Joe Lieberman

American politician (1942–2024)

Joseph Isadore "Joe" Lieberman (February 24, 1942March 27, 2024) was an American politician from Connecticut. Lieberman was first elected to the United States Senate in 1988, and was elected to his fourth term on November 7, 2006. In the 2000 U.S. presidential election Lieberman was the Democratic candidate for Vice President, running alongside presidential nominee Al Gore, becoming the first Jewish candidate on a major American political party presidential ticket. Gore and Lieberman won the popular vote in the election, but lost in the Electoral College.

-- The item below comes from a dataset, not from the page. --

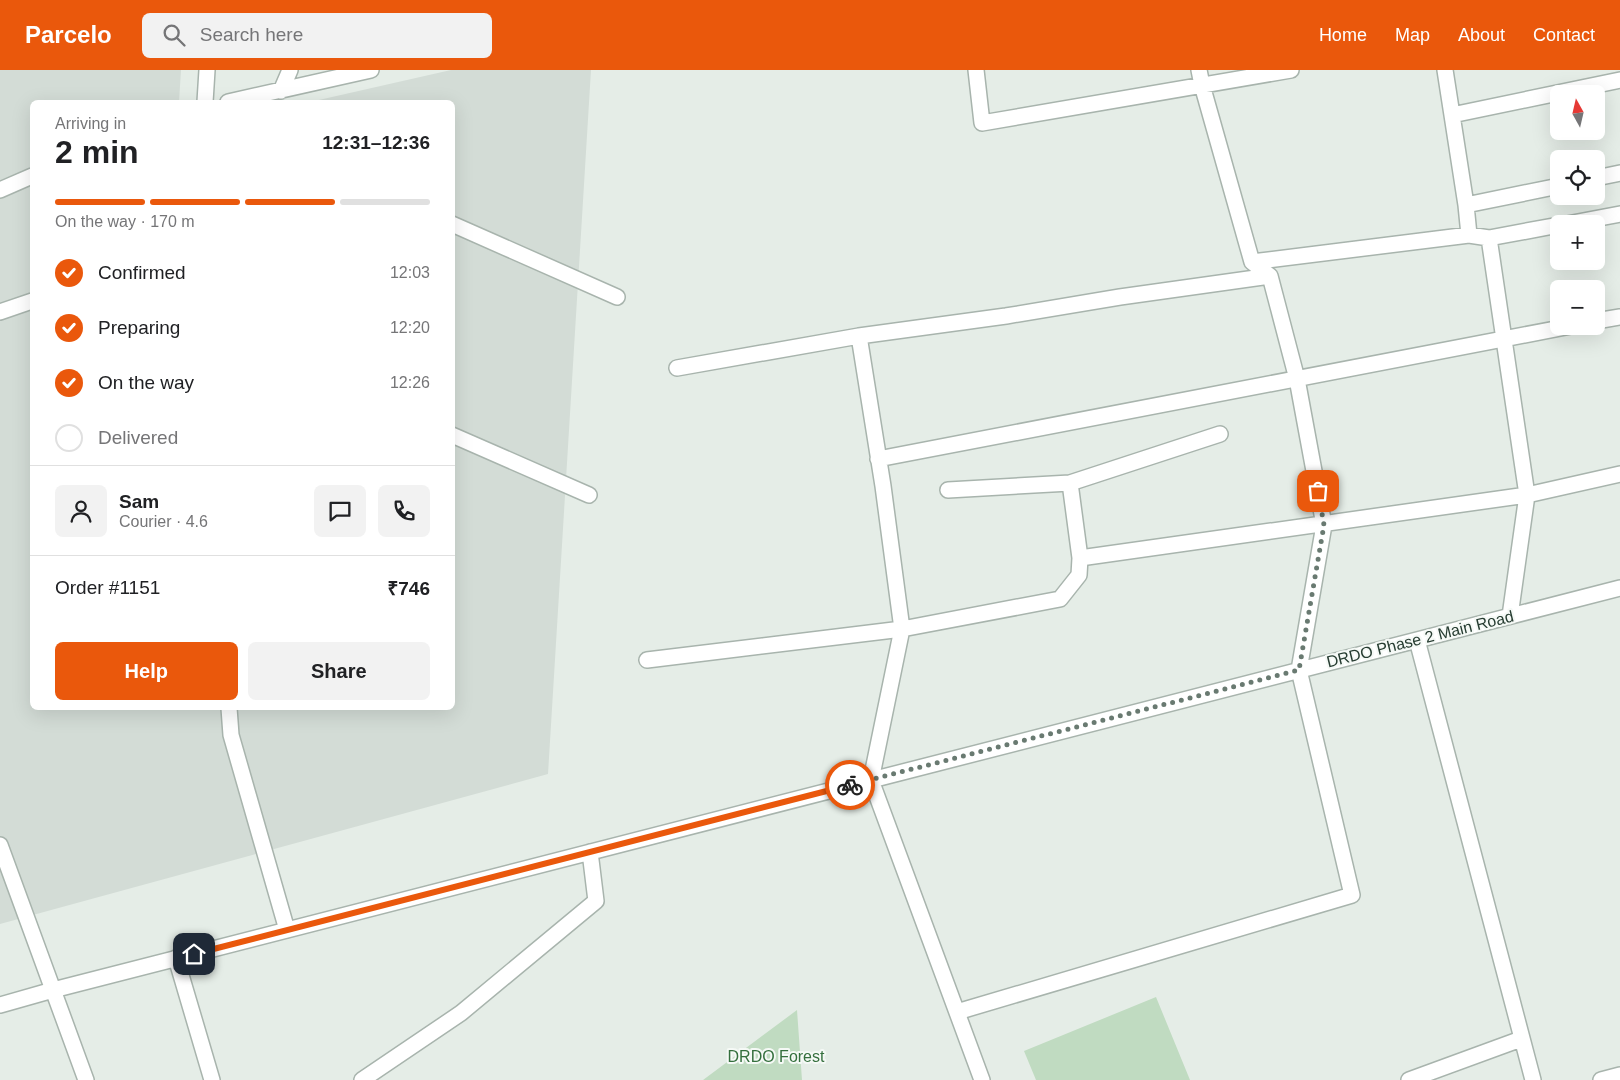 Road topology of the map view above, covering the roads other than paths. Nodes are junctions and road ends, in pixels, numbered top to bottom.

I will not hesitate to tell my friends when I think they're wrong and to tell my opponents when I think they're right.

Quotes

edit
  • I was in Washington in the summer of 1963, [and] had the opportunity to participate in Dr. Martin Luther King's March on Washington, which culminated at the Lincoln memorial in his soaring 'I Have a Dream' speech. For me, this was America at its best. Hundreds of thousands of us, all religions, races, and nationalities, joined together peacefully but powerfully to petition our government to right the wrong of racial bigotry.
    • Lieberman, In Praise of Public Life, 34, 2000.
  • We must rise above politics and restore independence to the White House, not compromise our economic or environmental or health security for political contributors or extreme ideologues … We must rise above partisan politics and stand up for our values here at home, because family and faith and responsibility matter more than power and partisanship and privilege. … I intend to talk straight to the American people and to show them that I'm a different kind of Democrat … I will not hesitate to tell my friends when I think they're wrong and to tell my opponents when I think they're right.
  • I have consistently opposed a flag-burning amendment, and voted against its passage. Flag desecration is hateful and worthy of condemnation, and I would support any statory means possible to curtail desecration of the flag. But I believe that the importance of the Bill of Rights -- our nations founding document -- requires us to establish a very high threshold for agreeing to change it. does the amendment address some extreme threat to our country, or redress some outrageous wrong? In this case, abhorrent though flag desecration may be, it simply does not meet that test.
    • Associated Press policy Q&A, "Flag Amendment," Jan 25, 2004.
  • The best thing we did with the Patriot Act was to sunset it. Almost 800 foreign nationals, immigrants, mostly Arab-Americans or people who looked like Arab-Americans, were arrested, put in jail, held without charges, no notification for their families and no right to counsel. That's un-American and I'll fight to end that. If we fight the terrorists who attacked us because of our liberties by compromising our liberties, shame on us.
    • CNN "Rock the Vote", Nov 5, 2003
  • It is time for Democrats who distrust President Bush to acknowledge that he will be commander-in-chief for three more critical years, and that in matters of war we undermine Presidential credibility at our nation's peril. [1]
  • I urge the Bush Administration to rethink its priorities. We can't talk about community values without being prepared to invest in those very same communities.
  • Shame on us if 100 or 200 years from now our grandchildren and great-grandchildren are living on a planet that has been irreparably damaged by global warming, and they ask, 'How could those who came before us, who saw this coming, have let this happen?' [2]
  • I have great respect for Dick Cheney. I don't agree with a lot of things he said in this campaign. He was a very distinguished Secretary of Defense, and I don't have anything negative to say about him.
    • October 5, 2000 vice-presidential debate with Dick Cheney [3]
  • There is also a magic in reading. Books have taken me to places I never thought I would visit, introduced me to people I never thought I would meet, and transported me to times past and futures imagined I never though I would experience.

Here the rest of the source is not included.